Read more
«J'ai vu, un jour, dans les Alpujarras, un oiseau immobile
dans le ciel. C'était un petit rapace. Son corps, à mieux y regarder,
esquissait bien quelques gestes infimes : juste ce qu'il fallait
pour demeurer dans le ciel en un point aussi précis qu'intangible.
Sans doute était-ce le sitio convenable pour bien guetter
sa proie. Mais il lui avait fallu, pour cela même, renoncer à
voler vers un but, ne surtout pas "fendre l'air", tout annuler
pour un temps indéfini. C'est parce qu'il s'était placé contre le
vent - parce que le milieu, l'air, était lui-même en mouvement -
que le corps de l'oiseau pouvait ainsi jouer à suspendre l'ordre
normal des choses et à déployer cette immobilité de funambule,
cette immobilité virtuose. Voilà exactement, me suis-je dit
alors, ce que c'est que danser : faire de son corps une forme
déduite, fût-elle immobile, de forces multiples.»

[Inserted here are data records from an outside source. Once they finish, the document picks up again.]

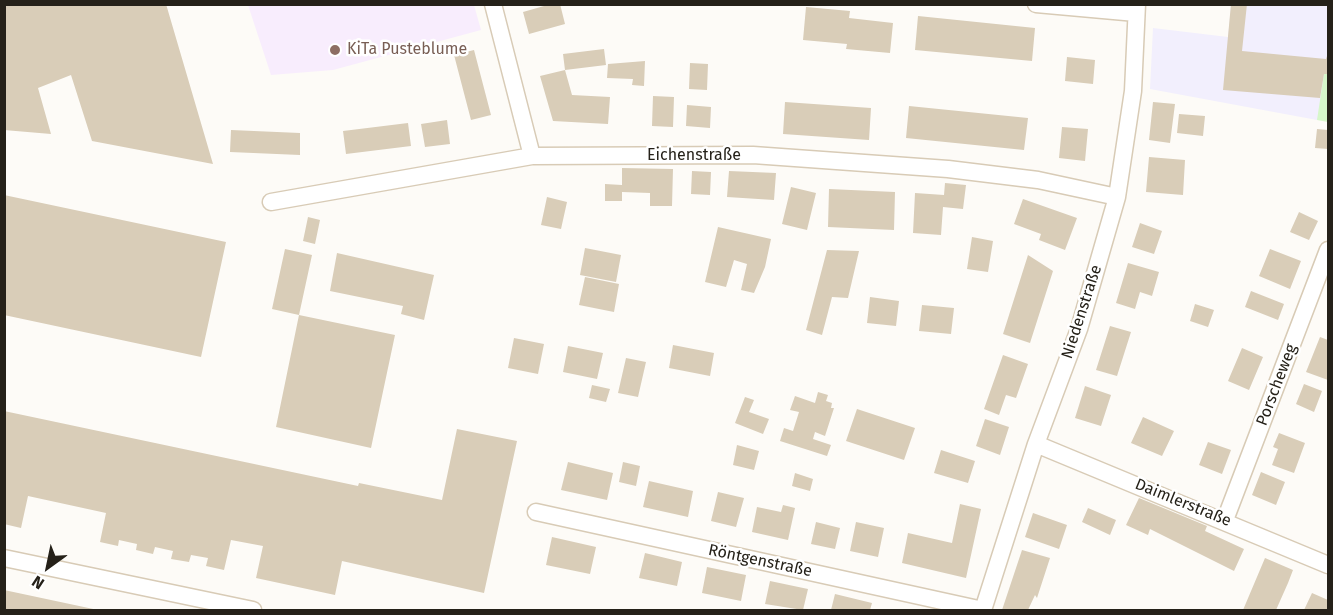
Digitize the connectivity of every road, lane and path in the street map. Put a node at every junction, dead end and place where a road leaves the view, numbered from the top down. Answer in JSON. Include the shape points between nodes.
{"nodes":[{"id":1,"x":493,"y":4,"type":"edge"},
{"id":2,"x":1036,"y":4,"type":"edge"},
{"id":3,"x":1136,"y":9,"type":"edge"},
{"id":4,"x":532,"y":156,"type":"junction"},
{"id":5,"x":1117,"y":197,"type":"junction"},
{"id":6,"x":271,"y":202,"type":"dead end"},
{"id":7,"x":1329,"y":250,"type":"edge"},
{"id":8,"x":1036,"y":444,"type":"junction"},
{"id":9,"x":536,"y":512,"type":"dead end"},
{"id":10,"x":1225,"y":520,"type":"junction"},
{"id":11,"x":4,"y":558,"type":"edge"},
{"id":12,"x":1329,"y":565,"type":"edge"},
{"id":13,"x":252,"y":610,"type":"edge"},
{"id":14,"x":983,"y":610,"type":"edge"}],
"edges":[{"from":1,"to":4,"type":"street"},
{"from":2,"to":3,"type":"street"},
{"from":3,"to":5,"type":"street","name":"Niedenstraße","via":[[1132,91]]},
{"from":4,"to":5,"type":"street","name":"Eichenstraße","via":[[753,155],[982,173]]},
{"from":4,"to":6,"type":"street","name":"Eichenstraße"},
{"from":5,"to":8,"type":"street","name":"Niedenstraße","via":[[1079,328]]},
{"from":7,"to":10,"type":"street","name":"Porscheweg"},
{"from":8,"to":10,"type":"street","name":"Daimlerstraße"},
{"from":8,"to":14,"type":"street","name":"Niedenstraße"},
{"from":9,"to":14,"type":"street","name":"Röntgenstraße"},
{"from":10,"to":12,"type":"street","name":"Daimlerstraße"},
{"from":11,"to":13,"type":"street"}]}
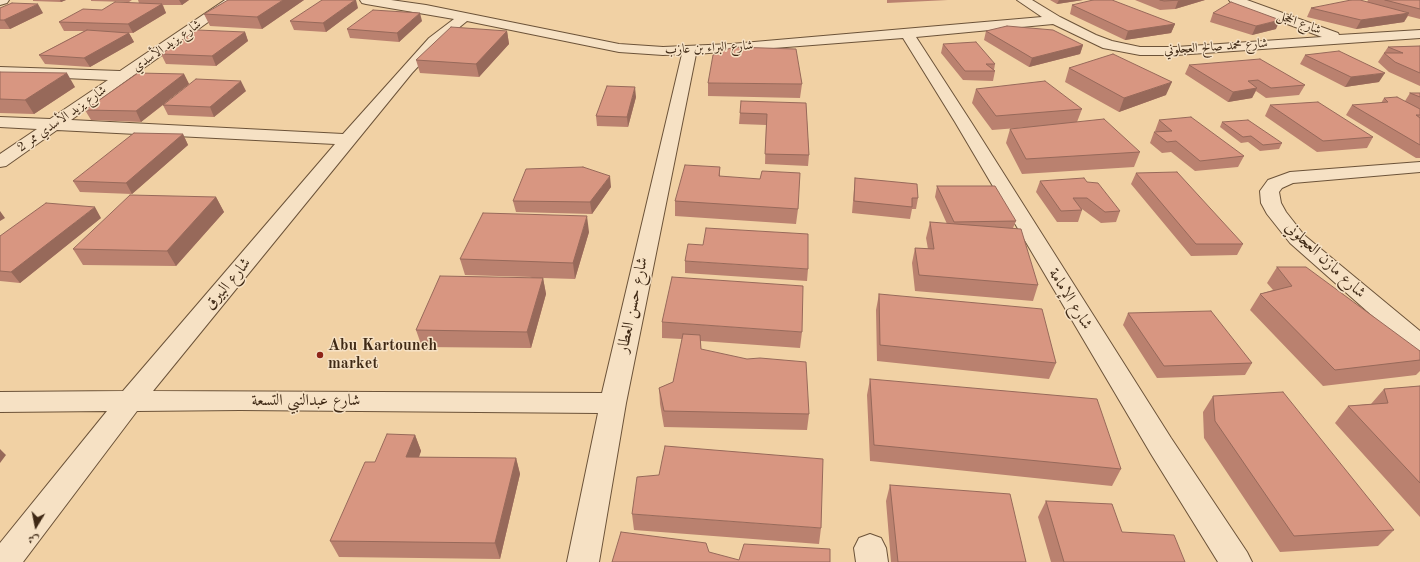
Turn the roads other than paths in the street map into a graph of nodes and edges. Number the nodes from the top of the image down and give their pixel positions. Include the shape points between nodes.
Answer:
1 (3, 0) edge
2 (233, 0) edge
3 (366, 0) edge
4 (1023, 0) edge
5 (1235, 0) edge
6 (0, 2) edge
7 (430, 4) edge
8 (464, 17) junction
9 (1055, 20) junction
10 (907, 34) junction
11 (1420, 34) edge
12 (1340, 38) junction
13 (690, 50) junction
14 (0, 71) edge
15 (124, 76) junction
16 (0, 122) edge
17 (55, 124) junction
18 (348, 139) junction
19 (0, 162) edge
20 (1420, 167) edge
21 (1420, 344) edge
22 (130, 401) junction
23 (0, 402) edge
24 (613, 402) junction
25 (4, 562) edge
26 (583, 562) edge
27 (1236, 562) edge

1 - 6 street
2 - 15 street, شارع يزيد الأسدي
3 - 7 street, شارع البراء بن عازب
4 - 9 street, شارع محمد صالح العجلوني
5 - 12 street, شارع الحجل
7 - 8 street, شارع البراء بن عازب
8 - 13 street, شارع البراء بن عازب via 619,48
8 - 18 street, شارع البيرق via 434,41
9 - 10 street, شارع البراء بن عازب
9 - 12 street, شارع محمد صالح العجلوني via 1108,45 1140,51 1176,51
10 - 13 street, شارع البراء بن عازب
10 - 27 street, شارع الإمامة via 1161,446
11 - 12 street, شارع محمد صالح العجلوني
13 - 24 street, شارع حسن العطار
14 - 15 street, شارع يزيد الأسدي
15 - 17 street, شارع يزيد الأسدي ممر 2
16 - 17 street
17 - 18 street
17 - 19 street, شارع يزيد الأسدي ممر 2
18 - 22 street, شارع البيرق
20 - 21 street, شارع مازن العجلوني via 1290,178 1275,184 1269,191 1271,202 1278,214 1297,238
22 - 23 street, شارع عبدالنبي التسعة
22 - 24 street, شارع عبدالنبي التسعة
22 - 25 street, شارع البيرق
24 - 26 street, شارع حسن العطار

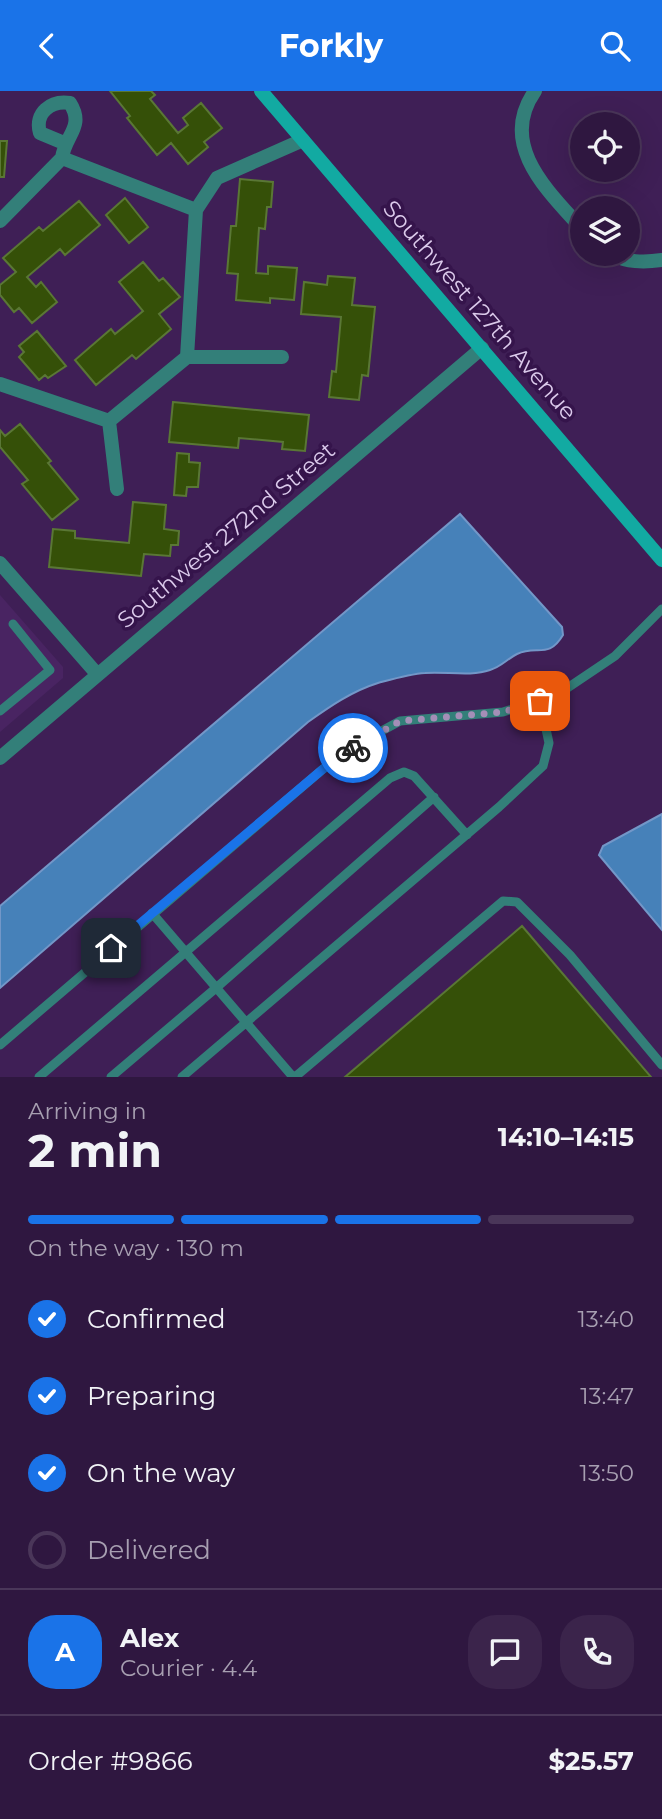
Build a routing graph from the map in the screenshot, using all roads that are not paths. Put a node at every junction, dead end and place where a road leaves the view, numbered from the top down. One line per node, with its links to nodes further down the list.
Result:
1 (261, 91): 3 (main road, Southwest 127th Avenue)
2 (535, 91): 5 (street)
3 (303, 139): 4 (street); 9 (main road, Southwest 127th Avenue)
4 (196, 210): 6 (street); 10 (street)
5 (570, 215)
6 (0, 221)
7 (662, 260): 8 (street)
8 (640, 263)
9 (482, 348): 15 (main road, Southwest 127th Avenue); 19 (street, Southwest 272nd Street)
10 (187, 357): 11 (street); 13 (street)
11 (282, 357)
12 (0, 384): 13 (street)
13 (109, 421): 14 (street)
14 (117, 489)
15 (662, 560)
16 (0, 563): 19 (street)
17 (662, 609): 20 (lane)
18 (13, 624): 21 (lane)
19 (97, 674): 22 (street, Southwest 272nd Street)
20 (540, 701): 24 (lane); 25 (lane)
21 (0, 711)
22 (0, 758)
23 (433, 797): 24 (lane); 26 (lane); 27 (lane)
24 (467, 835): 28 (lane)
25 (152, 913): 26 (lane); 29 (lane)
26 (185, 953): 27 (lane); 31 (lane)
27 (216, 988): 28 (lane); 32 (lane)
28 (246, 1023): 33 (lane); 34 (lane)
29 (0, 1045)
30 (662, 1065): 34 (lane)
31 (39, 1077)
32 (111, 1077)
33 (182, 1077)
34 (294, 1077)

Il ne s'agit, dans ce livre, que de regarder et de décrire philosophiquement,
autant que faire se peut, un grand danseur de
baile jondo, Israel Galván. Il s'agit de reconnaître dans son art
contemporain un art de «naissance de la tragédie». Il s'agit
d'écouter son rythme et de reconnaître dans ses mots - au
moins trois d'entre eux : la jondura ou «profondeur», le rematar
ou l'art de «mettre fin» et le templar, intraduisible - de
grands concepts esthétiques que notre esthétique ignore
encore.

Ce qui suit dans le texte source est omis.